According to Vice Adm. Jon Hill, director of the Missile Defense Agency, the system will have “TPY-6s” tied to the Aegis system.
Based on the transcript of Hill’s briefing with reporters in the Pentagon, this is how the Guam missile defense system works:
“You have the Army's IBCS system that'll use LTAMDS radars and Sentinel radars, right? So those will fill in gaps for cruise missiles and for hypersonics. And then we tie that together in a command suite that is brought together on a C2BMC screen so that the commander has the ability to understand that total battle from what we're seeing coming in from space, which are your ballistic tracks or your hypersonic tracks, so that when we pick up cruise missile tracks over an LTAMDS, we can make sure that those are being seen and deconflicted by the other parts of the system."
The MDA also has its first two “HBTSSs” set up on Guam to take live data and “characterize them in space," the vice admiral further explained.
If you’re not a military person and you didn’t get the picture, you’re not alone. To most of us, what the vice admiral said probably sounds like this: @#$%&*002j5c3452-*7&)0!@#$;.

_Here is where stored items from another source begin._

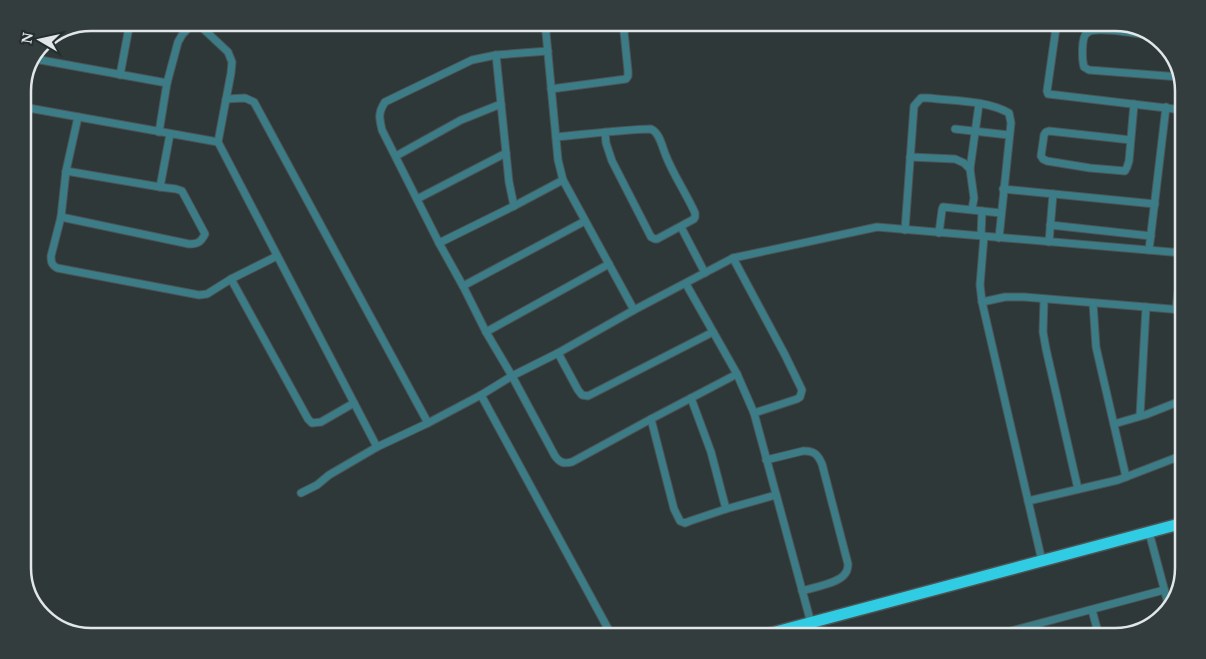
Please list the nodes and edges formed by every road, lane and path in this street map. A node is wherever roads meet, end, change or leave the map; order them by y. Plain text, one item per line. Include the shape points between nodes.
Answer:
1 (128, 31) edge
2 (186, 31) edge
3 (205, 31) edge
4 (546, 31) edge
5 (624, 31) edge
6 (1056, 31) edge
7 (1090, 31) edge
8 (1107, 31) edge
9 (1134, 34) edge
10 (548, 51) junction
11 (496, 55) junction
12 (65, 64) edge
13 (120, 75) junction
14 (1173, 76) edge
15 (167, 84) junction
16 (551, 89) junction
17 (226, 99) junction
18 (501, 104) junction
19 (979, 104) junction
20 (1134, 104) junction
21 (1166, 107) junction
22 (31, 108) edge
23 (1175, 109) edge
24 (78, 117) junction
25 (955, 129) dead end
26 (976, 131) junction
27 (159, 132) junction
28 (605, 132) junction
29 (170, 134) junction
30 (1010, 135) junction
31 (556, 137) junction
32 (1130, 140) junction
33 (218, 142) junction
34 (506, 153) junction
35 (396, 156) junction
36 (910, 158) junction
37 (970, 169) junction
38 (66, 172) junction
39 (562, 180) junction
40 (160, 187) junction
41 (1004, 190) junction
42 (1053, 194) junction
43 (417, 199) junction
44 (1155, 204) junction
45 (514, 206) junction
46 (972, 209) junction
47 (982, 211) junction
48 (1002, 212) junction
49 (61, 217) junction
50 (585, 221) junction
51 (1050, 226) junction
52 (681, 227) junction
53 (905, 230) junction
54 (939, 233) junction
55 (983, 236) junction
56 (1151, 236) junction
57 (999, 238) junction
58 (1049, 242) junction
59 (439, 244) junction
60 (1149, 250) junction
61 (1175, 252) edge
62 (276, 256) junction
63 (733, 258) junction
64 (609, 264) junction
65 (705, 273) junction
66 (231, 279) junction
67 (686, 284) junction
68 (463, 286) junction
69 (1044, 299) junction
70 (982, 302) junction
71 (1093, 303) junction
72 (1146, 307) junction
73 (634, 310) junction
74 (1175, 310) edge
75 (486, 332) junction
76 (713, 332) junction
77 (558, 353) junction
78 (737, 374) junction
79 (512, 376) junction
80 (480, 395) junction
81 (691, 398) junction
82 (354, 403) junction
83 (1175, 403) edge
84 (754, 413) junction
85 (1140, 416) junction
86 (651, 419) junction
87 (428, 424) junction
88 (1114, 424) junction
89 (377, 448) junction
90 (1175, 458) edge
91 (766, 460) junction
92 (1126, 477) junction
93 (1078, 489) junction
94 (301, 493) dead end
95 (776, 495) junction
96 (1028, 501) junction
97 (726, 509) junction
98 (1175, 525) edge
99 (1149, 532) junction
100 (1042, 561) junction
101 (1164, 590) junction
102 (802, 591) junction
103 (1166, 598) edge
104 (1092, 610) junction
105 (811, 623) junction
106 (608, 628) edge
107 (792, 628) edge
108 (1032, 628) edge
109 (1097, 628) edge

1 - 13 street
2 - 15 street via 178,42
3 - 17 street via 228,52 232,62
4 - 10 street
5 - 16 street via 626,79
6 - 20 street via 1048,94
7 - 14 street via 1084,36 1082,59 1084,67 1089,70
8 - 9 street
10 - 11 street
10 - 16 street
11 - 18 street
11 - 35 street via 472,60 385,102 379,111 379,120
12 - 13 street
13 - 15 street
15 - 27 street
16 - 31 street
17 - 33 street
17 - 87 street via 245,98 254,102
18 - 34 street
18 - 35 street via 462,120
19 - 26 street
19 - 30 street via 1009,113
19 - 36 street via 921,98 914,106
20 - 21 street
20 - 32 street
21 - 23 street
21 - 44 street
22 - 24 street
24 - 27 street
24 - 38 street
25 - 26 street
26 - 30 street
26 - 37 street
27 - 29 street
28 - 31 street
28 - 52 street via 612,161 651,237 657,239
28 - 52 street via 651,129 656,132 666,158 696,212 694,219
29 - 33 street
29 - 40 street
30 - 41 street
31 - 39 street
32 - 32 street via 1125,171 1047,161 1041,156 1044,135 1049,131
33 - 62 street
34 - 43 street
34 - 45 street
35 - 43 street
36 - 37 street via 955,159
36 - 53 street
37 - 46 street via 974,198
38 - 40 street
38 - 49 street
39 - 45 street
39 - 50 street
40 - 49 street via 182,191 205,234 197,244
41 - 42 street
41 - 48 street
42 - 44 street
42 - 51 street
43 - 59 street
44 - 56 street
45 - 59 street
46 - 47 street
46 - 54 street via 943,207
47 - 48 street
47 - 55 street
48 - 57 street
49 - 66 street via 51,262 57,268 199,295 207,294
50 - 64 street
50 - 68 street
51 - 56 street
51 - 58 street
52 - 65 street
53 - 54 street
53 - 63 street via 877,227
54 - 55 street
55 - 57 street
55 - 70 street
56 - 60 street
57 - 58 street
58 - 60 street
59 - 68 street
60 - 61 street
62 - 66 street
62 - 82 street
63 - 65 street
63 - 84 street via 802,390 797,399
64 - 73 street
64 - 75 street
65 - 67 street
66 - 82 street via 308,419 312,423 321,422
67 - 73 street
67 - 76 street
68 - 75 street
69 - 70 street via 1005,297
69 - 71 street
69 - 93 street via 1046,349
70 - 96 street
71 - 72 street
71 - 88 street via 1096,347
72 - 74 street
72 - 85 street
73 - 77 street
75 - 79 street
76 - 77 street via 588,396 578,390
76 - 78 street
77 - 79 street
78 - 81 street
78 - 84 street
79 - 80 street
79 - 86 street via 555,456 565,464
80 - 87 street
80 - 106 street
81 - 86 street
81 - 97 street via 711,452
82 - 89 street
83 - 85 street
84 - 91 street
85 - 88 street
86 - 97 street via 680,521 690,521
87 - 89 street
88 - 92 street
89 - 94 street
90 - 92 street
91 - 95 street
91 - 102 street via 809,451 814,452 822,464 848,564 847,571 837,580
92 - 93 street
93 - 96 street
95 - 97 street
95 - 102 street
96 - 100 street
98 - 99 highway
99 - 100 highway
99 - 101 street
100 - 105 highway
101 - 103 street
101 - 104 street
102 - 105 street
104 - 108 street
104 - 109 street
105 - 107 highway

The military is notorious for using an obscure alien language from outer space, leaving us ordinary human beings scratching our heads.
Perhaps, we may not have to force ourselves to try to comprehend the acronym-riddled technical and mechanical aspects of the missile defense system. After all, that’s for experts to deal with. But when a proposal is likely to affect the community, it is not unreasonable to demand that the military drop obscurantism.
In 2021, the U.S. Army Corps of Engineers gathered local officials and community stakeholders to discuss plans for the development of a new hospital. Army officials mentioned the word “charette” at least a hundred times. It was clearly creating gaps in the conversation until one of the meeting participants took the courage to ask, “What in the world is 'charette?'”
Guam residents may have the opportunity to comment on military buildup-related projects proposed by the U.S. Navy, but how well do they understand military documents?
Maybe not much or not at all, according to Patrick Lujan, Guam’s state historic preservation officer.
The Navy’s proposed projects are presented to the public through Programmatic Agreement memos that are filled with acronyms, codes, military jargon and technocratic phrases— the equivalent of “fine prints” in a legal contract or several pages of terms of agreement that people subscribing to online apps are too impatient to read.
The Programmatic Agreement was signed between the Navy and Guam in 2011 to ensure that historic properties are taken into account in the military’s project planning and execution.
According to the Navy’s document, “The 2011 PA states that in the course of supplemental reviews pursuant to Stipulations IV and V, the signatories and invited signatories may request that additional project-specific APEs be defined consistent with 36 CFR §800.16(d) to address potential direct and indirect effects of individual projects.”
“In general, the PA memo for the public provided is jargon-heavy, which may negatively impact public comprehension and engagement with the notification and consultation process,” Lujan wrote in a July 21, 2021, letter to Jeffery Laitila of NAVFAC Marianas U.S. Naval Base Guam.
Lujan suggested that PA memos be written in a manner easier to digest. “For example, it may be useful to define terms like ‘CFR’, ‘vertical construction’, ‘mitigation’, ‘qualifying characteristics’, and ‘site integrity,’ as these terms may not be immediately understood by individuals outside the field of cultural resources management,” he said. “This would directly improve transparency and public comprehension, and help to combat any misinformation that may surround the projects.”
Transparency does not only involve public meetings and consultations. It requires clear communication of agendas.
The Plain Writing Act of 2010, which was signed into federal law on Oct. 13, 2010, “calls for writing that is clear, concise, and well-organized” and “avoids jargon, redundancy, ambiguity and obscurity.”
In an executive memo issued on April 13, 2011, then-President Barack Obama noted the value of clear and simple communication. “Avoiding vagueness and unnecessary complexity makes it easier for members of the public to understand and to apply for important benefits and services for which they are eligible,” the memo read.
“Plain writing can also assist the public in complying with applicable requirements simply because people better understand what they are supposed to do. Plain writing is thus more than just a formal requirement; it can be essential to the successful achievement of legislative and administrative goals, and it also promotes the rule of law," the memo said.
So there, let’s talk like normal human beings— in plain English.